Village in Warwickshire, England

Tanworth-in-Arden (/ˈtænwərθ ɪn ˈɑrdən/; often abbreviated to Tanworth) is a village and civil parish in the county of Warwickshire, England. It is 12.5 mi south-southeast of Birmingham, 5.5 mi north-east of Redditch and 8 miles (13 km) south-southwest of Solihull and is administered by Stratford-on-Avon District Council. Situated in the far west of the county and close to the Worcestershire border, the civil parish is larger than the village, and includes Tanworth-in-Arden itself plus the nearby settlements of Earlswood, Wood End, Forshaw Heath, Aspley Heath and Danzey Green. The population of the parish was 3,228 at the 2021 UK census.

==History==
The village is of Anglo-Saxon origin, with the name derived from Tanewotha; meaning the thane's 'worth' or estate. In the 19th century, the suffix 'in-Arden' was added to the name, in order to avoid confusion with the town of Tamworth in Staffordshire, it refers to the Forest of Arden in which the village lay. The parish was at one time very extensive, covering land that now includes Hockley Heath, Earlswood and beyond. In the 14th century, the important families of the area were the Archers of Umberslade Hall, the de Sydenhale family of Ernolds Place and Sydenhall Farm in Illshaw Heath, and the de Fulwoods of Clay Hall.
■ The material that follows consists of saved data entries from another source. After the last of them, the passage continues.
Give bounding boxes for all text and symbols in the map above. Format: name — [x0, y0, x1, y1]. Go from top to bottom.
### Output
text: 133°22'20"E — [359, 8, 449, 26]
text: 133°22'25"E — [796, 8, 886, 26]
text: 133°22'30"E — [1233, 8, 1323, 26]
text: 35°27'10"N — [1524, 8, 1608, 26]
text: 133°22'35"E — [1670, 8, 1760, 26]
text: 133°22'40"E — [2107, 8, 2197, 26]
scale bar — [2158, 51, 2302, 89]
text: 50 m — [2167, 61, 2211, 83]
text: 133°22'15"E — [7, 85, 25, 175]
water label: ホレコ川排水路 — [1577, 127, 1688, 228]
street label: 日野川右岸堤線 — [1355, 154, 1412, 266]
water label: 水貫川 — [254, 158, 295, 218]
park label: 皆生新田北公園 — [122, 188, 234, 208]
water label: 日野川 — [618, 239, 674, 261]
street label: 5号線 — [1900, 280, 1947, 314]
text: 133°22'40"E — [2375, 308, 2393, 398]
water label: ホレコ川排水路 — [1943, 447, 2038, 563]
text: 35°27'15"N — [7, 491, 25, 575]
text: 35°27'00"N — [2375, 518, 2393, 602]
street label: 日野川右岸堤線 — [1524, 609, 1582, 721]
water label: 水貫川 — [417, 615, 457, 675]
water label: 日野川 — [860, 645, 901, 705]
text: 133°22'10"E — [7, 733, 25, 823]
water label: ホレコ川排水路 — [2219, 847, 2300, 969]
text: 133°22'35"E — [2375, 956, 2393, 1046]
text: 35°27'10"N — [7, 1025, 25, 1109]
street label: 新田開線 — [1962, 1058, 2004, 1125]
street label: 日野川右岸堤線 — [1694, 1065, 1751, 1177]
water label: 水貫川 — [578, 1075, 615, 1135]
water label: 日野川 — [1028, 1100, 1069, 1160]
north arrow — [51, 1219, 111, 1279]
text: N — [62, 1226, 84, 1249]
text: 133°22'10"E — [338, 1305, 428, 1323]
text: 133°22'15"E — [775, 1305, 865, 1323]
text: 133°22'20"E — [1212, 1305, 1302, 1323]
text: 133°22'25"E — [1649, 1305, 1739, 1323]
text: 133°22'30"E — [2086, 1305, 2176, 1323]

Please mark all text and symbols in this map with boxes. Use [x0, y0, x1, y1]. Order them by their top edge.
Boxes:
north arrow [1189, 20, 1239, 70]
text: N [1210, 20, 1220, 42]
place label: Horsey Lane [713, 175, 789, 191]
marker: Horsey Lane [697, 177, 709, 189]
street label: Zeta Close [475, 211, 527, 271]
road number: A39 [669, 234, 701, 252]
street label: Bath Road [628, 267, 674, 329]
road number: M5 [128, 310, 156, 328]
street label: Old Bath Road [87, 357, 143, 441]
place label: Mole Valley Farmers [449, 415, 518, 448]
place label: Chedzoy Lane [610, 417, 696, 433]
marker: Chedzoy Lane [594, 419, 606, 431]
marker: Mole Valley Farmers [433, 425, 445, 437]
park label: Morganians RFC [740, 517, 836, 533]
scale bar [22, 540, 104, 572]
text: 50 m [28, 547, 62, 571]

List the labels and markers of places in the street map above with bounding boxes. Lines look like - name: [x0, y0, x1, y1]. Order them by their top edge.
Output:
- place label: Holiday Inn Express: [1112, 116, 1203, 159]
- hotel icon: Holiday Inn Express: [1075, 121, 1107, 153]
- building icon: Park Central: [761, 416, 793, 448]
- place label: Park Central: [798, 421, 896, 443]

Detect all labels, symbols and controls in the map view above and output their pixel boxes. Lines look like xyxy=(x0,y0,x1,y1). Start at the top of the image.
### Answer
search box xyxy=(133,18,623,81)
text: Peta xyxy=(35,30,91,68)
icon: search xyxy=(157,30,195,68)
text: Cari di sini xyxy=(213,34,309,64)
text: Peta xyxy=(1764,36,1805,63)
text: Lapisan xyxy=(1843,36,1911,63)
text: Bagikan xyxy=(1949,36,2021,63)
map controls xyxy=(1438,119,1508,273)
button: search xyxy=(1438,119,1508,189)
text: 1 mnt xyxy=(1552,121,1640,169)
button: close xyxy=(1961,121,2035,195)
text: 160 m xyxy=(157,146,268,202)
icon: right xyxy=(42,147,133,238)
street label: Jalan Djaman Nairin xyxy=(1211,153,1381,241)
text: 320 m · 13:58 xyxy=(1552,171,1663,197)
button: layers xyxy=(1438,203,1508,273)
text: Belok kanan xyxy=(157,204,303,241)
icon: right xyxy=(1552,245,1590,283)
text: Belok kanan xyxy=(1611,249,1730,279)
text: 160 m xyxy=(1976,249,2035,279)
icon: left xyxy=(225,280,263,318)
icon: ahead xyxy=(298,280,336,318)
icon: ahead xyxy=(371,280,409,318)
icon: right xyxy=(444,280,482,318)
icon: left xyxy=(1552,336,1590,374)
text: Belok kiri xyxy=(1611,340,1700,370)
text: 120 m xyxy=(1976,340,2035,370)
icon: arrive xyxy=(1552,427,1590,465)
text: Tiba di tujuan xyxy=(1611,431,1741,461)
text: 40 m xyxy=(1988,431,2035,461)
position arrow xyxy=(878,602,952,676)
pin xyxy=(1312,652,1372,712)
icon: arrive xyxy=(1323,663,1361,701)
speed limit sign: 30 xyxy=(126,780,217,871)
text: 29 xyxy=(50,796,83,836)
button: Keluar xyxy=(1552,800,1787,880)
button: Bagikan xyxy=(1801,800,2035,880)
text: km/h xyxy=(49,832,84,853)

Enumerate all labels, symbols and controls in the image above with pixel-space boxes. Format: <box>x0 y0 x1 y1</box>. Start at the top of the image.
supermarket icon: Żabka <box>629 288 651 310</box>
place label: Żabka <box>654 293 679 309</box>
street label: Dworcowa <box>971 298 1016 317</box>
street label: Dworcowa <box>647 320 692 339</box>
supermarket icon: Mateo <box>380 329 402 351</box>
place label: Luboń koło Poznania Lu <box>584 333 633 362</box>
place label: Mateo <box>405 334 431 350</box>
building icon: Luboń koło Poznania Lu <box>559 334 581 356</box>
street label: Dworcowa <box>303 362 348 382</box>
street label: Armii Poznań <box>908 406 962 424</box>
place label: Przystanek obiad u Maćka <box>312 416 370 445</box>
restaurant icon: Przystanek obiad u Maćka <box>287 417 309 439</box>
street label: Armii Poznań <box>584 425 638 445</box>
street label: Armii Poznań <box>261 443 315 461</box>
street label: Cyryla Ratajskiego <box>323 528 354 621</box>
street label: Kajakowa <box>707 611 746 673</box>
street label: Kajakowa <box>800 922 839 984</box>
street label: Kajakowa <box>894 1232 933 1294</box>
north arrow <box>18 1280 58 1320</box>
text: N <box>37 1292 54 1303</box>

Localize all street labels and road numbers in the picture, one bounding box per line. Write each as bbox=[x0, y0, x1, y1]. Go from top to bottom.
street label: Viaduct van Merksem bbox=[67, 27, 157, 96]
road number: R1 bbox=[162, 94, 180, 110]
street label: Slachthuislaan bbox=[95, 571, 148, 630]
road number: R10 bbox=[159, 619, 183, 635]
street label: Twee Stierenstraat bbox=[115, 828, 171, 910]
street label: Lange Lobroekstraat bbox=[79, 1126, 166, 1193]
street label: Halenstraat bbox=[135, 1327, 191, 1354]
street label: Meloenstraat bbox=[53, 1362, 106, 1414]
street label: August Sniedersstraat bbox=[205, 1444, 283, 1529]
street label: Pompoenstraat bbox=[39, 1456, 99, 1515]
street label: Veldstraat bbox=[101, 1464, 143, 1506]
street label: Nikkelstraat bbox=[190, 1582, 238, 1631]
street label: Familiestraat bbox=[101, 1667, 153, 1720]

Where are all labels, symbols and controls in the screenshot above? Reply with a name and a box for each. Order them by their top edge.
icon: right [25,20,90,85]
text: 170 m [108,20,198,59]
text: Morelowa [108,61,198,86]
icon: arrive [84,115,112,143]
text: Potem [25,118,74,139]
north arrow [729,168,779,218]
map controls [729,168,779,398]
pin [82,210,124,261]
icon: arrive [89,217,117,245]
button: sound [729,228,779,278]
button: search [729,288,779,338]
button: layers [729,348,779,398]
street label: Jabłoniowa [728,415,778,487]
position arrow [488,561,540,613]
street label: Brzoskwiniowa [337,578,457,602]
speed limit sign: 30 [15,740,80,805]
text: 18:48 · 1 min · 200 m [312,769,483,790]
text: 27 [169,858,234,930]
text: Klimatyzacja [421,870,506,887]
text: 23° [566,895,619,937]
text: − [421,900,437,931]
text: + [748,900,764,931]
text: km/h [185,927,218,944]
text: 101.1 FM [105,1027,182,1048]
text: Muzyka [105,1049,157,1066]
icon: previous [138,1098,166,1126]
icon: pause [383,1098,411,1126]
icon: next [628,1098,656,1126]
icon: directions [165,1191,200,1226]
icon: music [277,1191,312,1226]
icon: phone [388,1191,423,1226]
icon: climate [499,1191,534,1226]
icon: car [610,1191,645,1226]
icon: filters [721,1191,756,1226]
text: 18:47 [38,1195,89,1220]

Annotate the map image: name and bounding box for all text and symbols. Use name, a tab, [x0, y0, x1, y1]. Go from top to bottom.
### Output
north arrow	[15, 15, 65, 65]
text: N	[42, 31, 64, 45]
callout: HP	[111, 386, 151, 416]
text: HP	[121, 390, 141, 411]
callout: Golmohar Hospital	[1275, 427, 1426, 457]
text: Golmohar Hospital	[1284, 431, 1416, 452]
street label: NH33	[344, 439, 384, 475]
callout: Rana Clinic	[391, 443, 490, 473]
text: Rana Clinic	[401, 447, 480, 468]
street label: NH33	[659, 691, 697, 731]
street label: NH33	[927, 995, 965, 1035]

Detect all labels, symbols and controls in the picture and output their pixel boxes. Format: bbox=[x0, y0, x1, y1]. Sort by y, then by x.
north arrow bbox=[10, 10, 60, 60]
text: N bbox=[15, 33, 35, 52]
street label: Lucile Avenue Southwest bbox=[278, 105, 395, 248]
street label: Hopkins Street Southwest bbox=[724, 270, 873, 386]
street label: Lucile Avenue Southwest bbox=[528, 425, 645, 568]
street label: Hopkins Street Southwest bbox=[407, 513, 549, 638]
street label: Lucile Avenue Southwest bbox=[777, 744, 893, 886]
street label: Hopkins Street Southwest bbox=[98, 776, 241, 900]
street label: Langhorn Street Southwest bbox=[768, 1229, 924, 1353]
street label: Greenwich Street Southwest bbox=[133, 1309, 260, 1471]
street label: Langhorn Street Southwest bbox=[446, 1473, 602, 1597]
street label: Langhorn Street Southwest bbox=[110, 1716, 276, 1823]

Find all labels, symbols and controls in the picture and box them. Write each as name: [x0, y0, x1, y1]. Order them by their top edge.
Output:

Throughout most of its modern history Tanworth-in-Arden was part of the "union of Solihull". In 1878 Tanworth-in-Arden lost a sizeable piece of its parish territory when Hockley Heath broke off to form a new parish with the hamlet of Nuthurst (formerly of Hampton-in-Arden parish).

In 1894 Tanworth-in-Arden was included in the Solihull Rural District, before eventually being redesignated under the Stratford-on-Avon District later in the 20th century. Solihull remains the village's post town.

The village was a filming location for the fictional village of Kings Oak from the British television series Crossroads until 1988.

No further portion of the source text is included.